En México “viven distintas poblaciones y comunidades afrodescendientes. Algunas de estas, como las de la Costa Chica de Guerrero y Oaxaca, por diversas causas históricas, son más visibles por sus rasgos físicos o fenotipo”, explican María Elisa Velázquez y Gabriela Iturralde, en el estudio Afrodescendientes en México, publicado en 2012 por el Consejo Nacional para Prevenir la Discriminación.

Es justo en esas zonas donde la reivindicación del pasado está más presente, a través de organizaciones que exigen un reconocimiento constitucional para la población afrodescendiente.

Y es que para esta población, no basta decir que México es una nación pluricultural, pues esa diversidad, al menos la que se señala en el artículo 2 de la Carta Magna, en realidad sólo se refiere a la población indígena. Incluso, en términos culturales “no hay ningún reconocimiento ni en la gastronomía, ni en la música, ni en las artes, ni en nada”, lamenta Tanya Duarte.

REIVINDICACIÓN CULTURAL

La danza de los diablos y el baile o fandango de artesa, que se escenifican en algunas regiones de la Costa Chica de Guerrero, son de origen africano. En Tabasco, entidad poco estudiada desde la perspectiva de la afrodescendencia, “los chontales tocan un tambor grave, uno medio, (y) uno agudo”, tal y como se hace en Nigeria, o entre la población que practica la religión yoruba en Cuba, que viene directamente de África, explica Lulú Arrona, directora del grupo de danza y percusión Yanga.

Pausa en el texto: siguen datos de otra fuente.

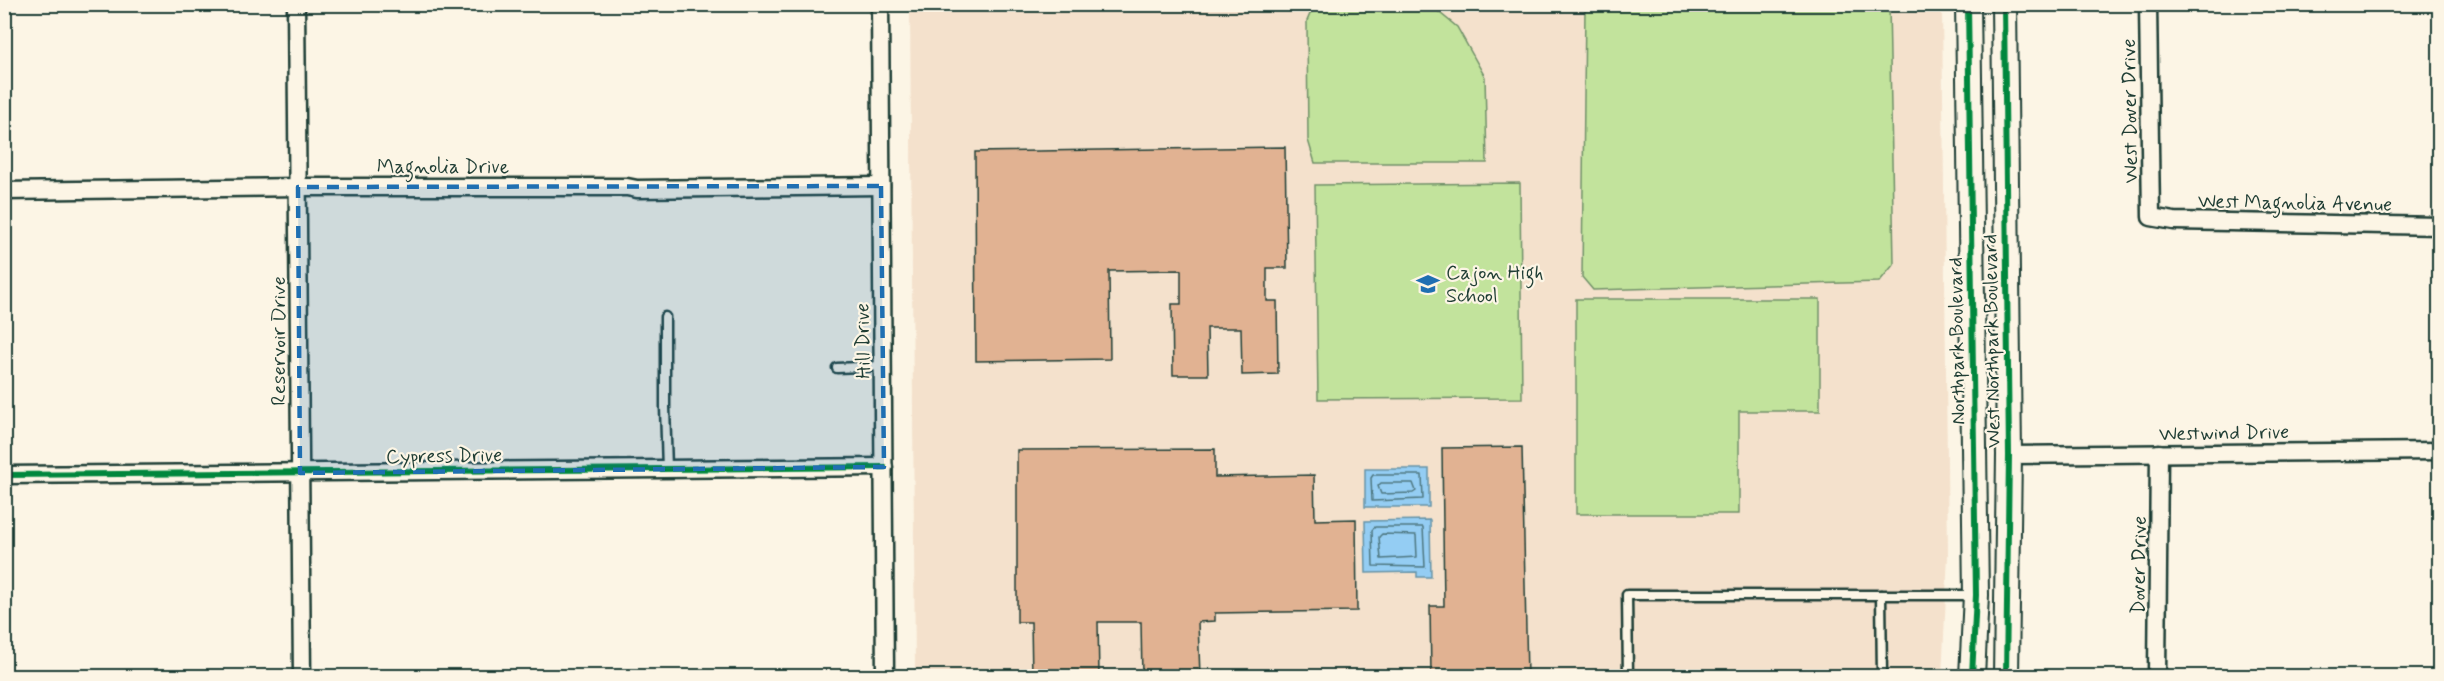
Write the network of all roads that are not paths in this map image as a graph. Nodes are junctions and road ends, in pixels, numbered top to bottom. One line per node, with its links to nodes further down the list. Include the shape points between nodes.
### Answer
1 (296, 4): 7 (street, Reservoir Drive)
2 (880, 4): 6 (street, Hill Drive)
3 (1968, 4): 22 (main road, Northpark Boulevard)
4 (2004, 4): 16 (main road, West Northpark Boulevard)
5 (2148, 4): 9 (street, West Dover Drive)
6 (881, 186): 7 (street, Magnolia Drive); 12 (street, Hill Drive)
7 (298, 187): 8 (street, Magnolia Drive); 19 (street, Reservoir Drive)
8 (4, 191)
9 (2151, 217): 10 (street, West Magnolia Avenue, via 2174,221)
10 (2439, 226)
11 (665, 317): 18 (lane)
12 (883, 366): 13 (lane); 17 (street, Hill Drive)
13 (837, 368)
14 (2439, 451): 15 (street, Westwind Drive)
15 (2159, 453): 16 (street, Westwind Drive); 29 (street, Dover Drive)
16 (2009, 455): 28 (main road, West Northpark Boulevard)
17 (884, 467): 18 (street, Cypress Drive); 24 (street, Hill Drive)
18 (667, 470): 19 (street, Cypress Drive)
19 (300, 473): 20 (street, Cypress Drive); 23 (street, Reservoir Drive)
20 (4, 475)
21 (1881, 595): 22 (lane); 25 (lane, via 1627,595); 26 (lane)
22 (1976, 595): 27 (main road, Northpark Boulevard)
23 (302, 676)
24 (885, 676)
25 (1628, 676)
26 (1882, 676)
27 (1972, 676)
28 (2006, 676)
29 (2157, 676)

En Veracruz está la llamada “danza de negritos”, cuya música se ejecuta con instrumentos de cuerda. Es la expresión artística de los indígenas ante los esclavos, la historia “de cómo ve el indígena la llegada del africano”, detalla Arrona. De África también nos llega el abuelo de la marimba: el balafón, un instrumento que originalmente se tocaba en el piso, con el músico sentado. La única diferencia con nuestra actual marimba es la base de madera que permite que la ejecución sea de pie.

Yanga, el grupo de Lulú Arrona, se dedica a rescatar la cultura africana en México, lo que también supone una labor de educación, pues erróneamente se cree que todos los bailes africanos son como zumba que se practica en los gimnasios.

Y no sólo el baile llegó como herencia cultural desde África, pues también hay influencias en nuestro idioma. Por ejemplo “la bamba”, además de ser una famosa melodía veracruzana, es el nombre de varias ciudades del Congo; el vocablo “cafre”, con el que los mexicanos nos referimos a quien conduce sin precaución, es un grupo poblacional de Tanzania; lo mismo sucede con “chamba”, palabra que utilizamos como sinónimo de trabajo, que a su vez denomina a un pueblo de Burkina Faso.

La jamaica, el mole de olla y, según algunos activistas, hasta la cecina tienen su origen en África. No son meras coincidencias, sino una herencia que no ha querido ser plenamente reconocida como parte del bagaje cultural de nuestro país, pero esta tercera raíz en realidad es tan valiosa como la prehispánica o la española.